Review: The Fifth Doll

Matrona shook her head, mulling over Olia’s bizarre words. “What’s ‘snow’?”

“I haven’t the faintest idea” – Jaska shrugged – “but she prattles about it from time to time.”

That little exchange is the first sign you get that the small village in Charlie N. Homberg’s latest book might be a little…odd. Things aren’t completely perfect (other than the weather of course); Matrona Vistin’s newborn sister disappeared without a trace when Matrona was six years old, and her relationship with her parents in the twenty years since can best be described as “strained”. But Matrona is mostly content with being a dairymaid on her family’s farm, and she has her upcoming marriage to the handsome (if a little distant) village butcher to look forward to.

Matrona’s life might have stayed predictable and quiet, if only she hadn’t given in to a moment’s curiosity and stumbled across the tradesman Slava Barinov’s collection of nested wooden dolls. Each doll is painted to look like someone Matrona knows.
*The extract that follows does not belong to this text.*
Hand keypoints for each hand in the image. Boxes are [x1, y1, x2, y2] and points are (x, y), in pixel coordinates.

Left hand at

In fact, there’s one for every member of her village, and trying to separate the two halves of the dolls has a nasty effect on whoever the doll is matched to.

Imagine a traditional brightly-painted matryoshka doll; that’s the kind of setting that Charlie Holmburg has created for this short novel. Everything about the village is quaint, and sunny, and charming, from tradesman Slava’s elegant cottage with the shiny dragon-scale shingles, right down to the box of wedding clothes Matrona looks through with her best friend Roksana. Even Matrona’s slightly improper thoughts about the potter’s son Jaska are sweet and relatively harmless, though Matrona would never admit to thinking such things (he’s nine years younger than her, after all, and his parents are either perpetually drunk or mad).
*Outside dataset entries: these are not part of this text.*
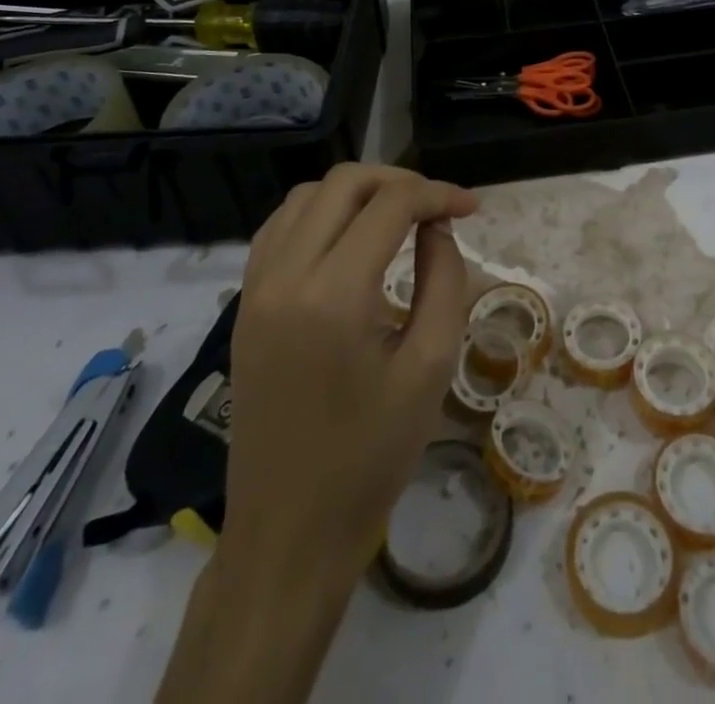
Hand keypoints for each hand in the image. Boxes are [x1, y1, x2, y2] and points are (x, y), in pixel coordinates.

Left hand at [158, 164, 477, 703]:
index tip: (470, 207)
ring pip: (306, 196)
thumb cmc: (370, 456)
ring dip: (357, 192)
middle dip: (398, 180)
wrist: (287, 533)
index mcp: (334, 295)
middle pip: (344, 184)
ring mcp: (255, 288)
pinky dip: (319, 213)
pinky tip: (348, 236)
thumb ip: (443, 280)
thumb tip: (437, 228)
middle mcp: (285, 276)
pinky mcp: (244, 305)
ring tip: (398, 214)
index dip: (437, 194)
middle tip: (437, 206)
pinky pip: (279, 228)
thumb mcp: (430, 367)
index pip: (390, 205)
Meeting the village’s mysterious tradesman brings Matrona’s pretty little life to a crashing halt. Slava has decided that Matrona is going to be the new caretaker of his dolls, whether she wants to be or not. His collection was made for a very specific purpose – which he doesn’t reveal to Matrona, not yet anyway – and Slava’s method for “separating” Matrona from her former life is to take her doll and force her to open all five of the nested figures, one after another.

Imagine a mistake you’ve made that you managed to hide from everyone, or something cruel you did that you never admitted to. Try to remember the most embarrassing thought you’ve ever had. Nope, more embarrassing than that. Maybe some people aren’t hiding anything about themselves. The rest of us would burn our house down to keep anyone from finding our internet search history. Matrona has always tried to be a good daughter to difficult parents, and all of a sudden the entire town knows everything she’s tried to keep hidden. All of it. And without questioning how they know, they all instantly judge her for every private thought that she might not even have admitted to herself.

And all of that was just the effect from opening the first doll.

Matrona is an incredibly resilient character (she would have to be, I mean my God…). Even when she’s terrified she still finds a way to verbally lash out at Slava for doing all this to her and not bothering to explain why. (Loved the way the two of them would snark at each other using just titles. “Tradesman.” “Dairymaid.”) I thought the growing romance between her and Jaska a tiny bit predictable, and I found myself wanting to shout “SAY SOMETHING” at those times when not even having all one’s private thoughts revealed is enough for two people to actually admit what they’re feeling. But it was nice to have some sweeter moments to balance out what can be a dark book at times (I’ll just say this: everyone is linked somehow to a doll that can be pulled apart. Nuff said.)

The theme of dolls-within-dolls is echoed many times in emotions being hidden behind a public facade, or secret motivations inside the ones people actual admit to, or good intentions being used to excuse truly awful ones. There are several mysteries wrapped up in the larger mystery of the village; on more than one occasion I tried to guess what someone was up to and got it completely wrong, and there were times that the mechanics of Slava’s magic went right over my head. That didn’t stop me from enjoying those moments where the author suddenly revealed the clever way that one world fits into another

When the action picks up it goes fast. Everything that Slava has been up to and his entire history is dropped on the reader all at once. I was kind of shocked that the mystery wrapped up so quickly; there were several loose ends, and in a way it felt like the book ended just when everyone’s story was really starting. It’s a little frustrating (this is supposed to be a standalone book, so apparently there won’t be a sequel), but I can admire an author who knows that the end of a book isn’t always the end of the story, and that a happily-ever-after doesn’t necessarily mean all the things that were broken can be easily fixed. Or fixed at all.